Microsoft has announced its new Secure Future Initiative (SFI) in response to growing threats to its Azure cloud infrastructure. Microsoft’s Vice Chair and President Brad Smith announced that Microsoft is prioritizing Azure security in three areas: “1. transforming software development, 2. implementing new identity protections, and 3. driving faster vulnerability response.”
Securing Software, Azure, and Faster Vulnerability Response
First, the initiative calls for Microsoft to adopt a new software development lifecycle (SDL) approach, to deliver “software that is secure by design, by default, in deployment, and in operation.” Dubbed “dynamic software development lifecycle”, or dSDL, it will employ continuous integration and continuous delivery (CI/CD) principles for “continuous security.”
Second, Microsoft is embracing more “secure-by-default” approaches to its Azure infrastructure to ensure permissions, applications, and services are more restricted by default versus open and publicly accessible. New Azure tenant baseline controls will be deployed by default across all of its internal tenants automatically.
Third, Microsoft is committing to reducing the time it takes to mitigate cloud vulnerabilities by 50 percent. Tenable CEO Amit Yoran infamously wrote a fiery post on LinkedIn in August accusing Microsoft of negligence for taking more than 90 days to remediate Azure flaws exploited by Chinese hackers. If Microsoft can reduce the time to remediation in half, this would be a large step forward in addressing potential exploitable targets.
Azure encryption key infrastructure will also be hardened according to the statement.
Secure Future Initiative: A Necessary, but Long Overdue Response
The announcement comes as Microsoft is acknowledging it must do better as a solutions provider where Microsoft Windows, 365 (formerly Office), and Azure are ubiquitous across the enterprise and government agencies.
Therefore, any improvement in securing the underlying infrastructure, or default security controls for cloud identity, access, and permissions can have a massive positive impact.
Microsoft found itself under intense pressure and criticism after the SolarWinds cyberattack three years ago. More recently, a vulnerability in Microsoft Outlook Web Access (OWA) in Exchange Online allowed Chinese hackers to access the email accounts of government agencies and other organizations. Senator Wyden (D-OR) had even called on Microsoft to be held accountable for the flaw.

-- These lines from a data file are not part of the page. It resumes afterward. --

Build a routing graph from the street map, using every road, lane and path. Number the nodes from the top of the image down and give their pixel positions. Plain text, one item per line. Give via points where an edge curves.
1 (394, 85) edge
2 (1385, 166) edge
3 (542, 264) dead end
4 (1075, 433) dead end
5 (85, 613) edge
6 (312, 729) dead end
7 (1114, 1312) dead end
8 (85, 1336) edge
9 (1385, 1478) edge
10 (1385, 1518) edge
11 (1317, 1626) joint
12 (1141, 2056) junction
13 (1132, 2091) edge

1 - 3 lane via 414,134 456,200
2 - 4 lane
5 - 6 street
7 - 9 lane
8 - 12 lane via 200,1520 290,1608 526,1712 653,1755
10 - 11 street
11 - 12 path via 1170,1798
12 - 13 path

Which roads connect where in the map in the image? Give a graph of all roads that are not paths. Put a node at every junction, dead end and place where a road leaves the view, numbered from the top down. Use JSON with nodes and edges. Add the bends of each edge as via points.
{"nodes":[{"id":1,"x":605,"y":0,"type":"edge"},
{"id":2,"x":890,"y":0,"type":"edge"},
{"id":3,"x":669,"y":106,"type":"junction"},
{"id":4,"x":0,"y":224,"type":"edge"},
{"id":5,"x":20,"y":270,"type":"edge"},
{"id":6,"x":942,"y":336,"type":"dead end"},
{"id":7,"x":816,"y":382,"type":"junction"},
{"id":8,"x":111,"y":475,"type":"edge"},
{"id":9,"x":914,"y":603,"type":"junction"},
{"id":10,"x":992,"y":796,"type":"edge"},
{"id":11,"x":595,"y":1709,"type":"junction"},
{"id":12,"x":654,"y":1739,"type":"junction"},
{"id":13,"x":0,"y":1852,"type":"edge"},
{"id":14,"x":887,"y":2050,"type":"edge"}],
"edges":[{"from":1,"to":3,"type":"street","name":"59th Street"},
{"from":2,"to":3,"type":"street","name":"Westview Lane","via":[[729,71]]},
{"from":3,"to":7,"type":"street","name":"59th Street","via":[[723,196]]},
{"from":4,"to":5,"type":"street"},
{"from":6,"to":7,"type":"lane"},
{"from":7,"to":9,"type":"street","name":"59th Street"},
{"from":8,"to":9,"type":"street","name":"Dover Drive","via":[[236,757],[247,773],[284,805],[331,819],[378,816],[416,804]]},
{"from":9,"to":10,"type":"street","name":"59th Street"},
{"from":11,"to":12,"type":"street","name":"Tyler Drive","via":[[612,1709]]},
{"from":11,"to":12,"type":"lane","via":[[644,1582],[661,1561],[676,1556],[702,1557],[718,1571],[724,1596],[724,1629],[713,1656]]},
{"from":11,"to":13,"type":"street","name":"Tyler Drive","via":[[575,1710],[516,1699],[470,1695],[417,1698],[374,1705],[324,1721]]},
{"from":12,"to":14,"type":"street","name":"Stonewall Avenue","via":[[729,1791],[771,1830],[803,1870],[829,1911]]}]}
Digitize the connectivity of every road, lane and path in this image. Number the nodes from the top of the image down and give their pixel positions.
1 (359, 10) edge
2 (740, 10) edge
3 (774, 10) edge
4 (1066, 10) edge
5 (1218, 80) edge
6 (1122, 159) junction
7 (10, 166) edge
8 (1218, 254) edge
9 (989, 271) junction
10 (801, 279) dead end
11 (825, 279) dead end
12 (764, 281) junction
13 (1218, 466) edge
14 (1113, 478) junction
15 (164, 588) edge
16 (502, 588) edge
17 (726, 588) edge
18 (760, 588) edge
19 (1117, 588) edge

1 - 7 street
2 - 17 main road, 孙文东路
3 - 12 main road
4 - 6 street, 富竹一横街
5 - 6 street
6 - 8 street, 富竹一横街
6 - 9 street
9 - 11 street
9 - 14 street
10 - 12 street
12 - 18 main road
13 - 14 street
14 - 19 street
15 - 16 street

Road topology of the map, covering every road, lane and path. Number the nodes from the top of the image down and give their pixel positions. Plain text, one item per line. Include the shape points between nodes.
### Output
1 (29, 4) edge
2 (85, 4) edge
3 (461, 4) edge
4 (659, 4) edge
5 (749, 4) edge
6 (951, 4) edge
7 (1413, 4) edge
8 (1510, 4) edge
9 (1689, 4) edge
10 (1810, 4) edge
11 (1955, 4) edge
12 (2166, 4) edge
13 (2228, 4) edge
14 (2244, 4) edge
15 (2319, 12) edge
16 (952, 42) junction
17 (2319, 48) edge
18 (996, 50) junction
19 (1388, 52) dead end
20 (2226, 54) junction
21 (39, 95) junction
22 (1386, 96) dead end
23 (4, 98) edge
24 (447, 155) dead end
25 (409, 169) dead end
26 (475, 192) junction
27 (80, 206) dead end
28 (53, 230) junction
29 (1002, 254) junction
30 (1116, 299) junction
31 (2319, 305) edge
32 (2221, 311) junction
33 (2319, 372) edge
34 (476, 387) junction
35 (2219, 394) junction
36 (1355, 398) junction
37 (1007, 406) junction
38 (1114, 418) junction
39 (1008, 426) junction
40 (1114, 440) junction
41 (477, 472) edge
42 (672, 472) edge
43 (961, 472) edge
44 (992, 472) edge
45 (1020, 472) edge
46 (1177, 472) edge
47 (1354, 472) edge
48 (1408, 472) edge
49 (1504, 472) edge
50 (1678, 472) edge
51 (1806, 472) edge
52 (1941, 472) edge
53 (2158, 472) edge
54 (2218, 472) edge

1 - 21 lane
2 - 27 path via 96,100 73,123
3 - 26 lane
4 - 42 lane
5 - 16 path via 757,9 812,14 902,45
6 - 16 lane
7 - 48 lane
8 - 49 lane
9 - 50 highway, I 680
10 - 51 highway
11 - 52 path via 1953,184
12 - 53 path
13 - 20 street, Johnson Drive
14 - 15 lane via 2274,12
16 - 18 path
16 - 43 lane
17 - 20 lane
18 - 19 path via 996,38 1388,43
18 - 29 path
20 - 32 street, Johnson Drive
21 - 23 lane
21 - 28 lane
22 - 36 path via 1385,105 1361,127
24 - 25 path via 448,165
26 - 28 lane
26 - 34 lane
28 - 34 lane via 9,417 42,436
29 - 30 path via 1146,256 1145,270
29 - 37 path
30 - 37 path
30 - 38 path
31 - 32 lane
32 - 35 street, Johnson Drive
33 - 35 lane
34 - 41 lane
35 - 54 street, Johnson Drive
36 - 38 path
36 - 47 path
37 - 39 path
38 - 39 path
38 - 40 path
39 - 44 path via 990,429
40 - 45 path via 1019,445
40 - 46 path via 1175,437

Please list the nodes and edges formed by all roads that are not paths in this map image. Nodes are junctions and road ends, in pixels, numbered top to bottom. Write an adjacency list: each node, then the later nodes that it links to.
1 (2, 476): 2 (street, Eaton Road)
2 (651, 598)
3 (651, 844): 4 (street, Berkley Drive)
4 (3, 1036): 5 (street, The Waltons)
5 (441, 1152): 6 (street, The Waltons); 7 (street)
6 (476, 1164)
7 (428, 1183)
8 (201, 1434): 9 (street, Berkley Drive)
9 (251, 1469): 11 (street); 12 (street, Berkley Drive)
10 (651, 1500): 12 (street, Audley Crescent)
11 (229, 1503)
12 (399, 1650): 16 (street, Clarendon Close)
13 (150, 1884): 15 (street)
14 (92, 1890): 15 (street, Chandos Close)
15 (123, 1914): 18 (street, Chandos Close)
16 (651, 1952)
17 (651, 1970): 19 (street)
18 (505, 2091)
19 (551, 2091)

Microsoft investigations determined that Storm-0558 gained access to customer email accounts using Outlook Web Access in Exchange Online (OWA) and Outlook.com by forging authentication tokens to access user email.
As artificial intelligence and automation are increasingly leveraged, it will be critically important that cloud infrastructures and solutions leveraged by enterprises are hardened.
Cyberattacks are increasing in scale and sophistication each year. Anticipating tomorrow’s threats and attack surfaces requires a fundamentally different approach to security. Doing “business as usual” for security won’t cut it anymore as ransomware continues to disrupt and even bankrupt businesses. Weak software supply chains can affect national security when a government heavily relies upon a vendor’s solution.
This is a positive step forward for Microsoft and the overall cybersecurity posture of enterprises globally. Critical infrastructure, military, hospitals, and Wall Street all use Microsoft solutions, and none can afford to be an easily exploitable target.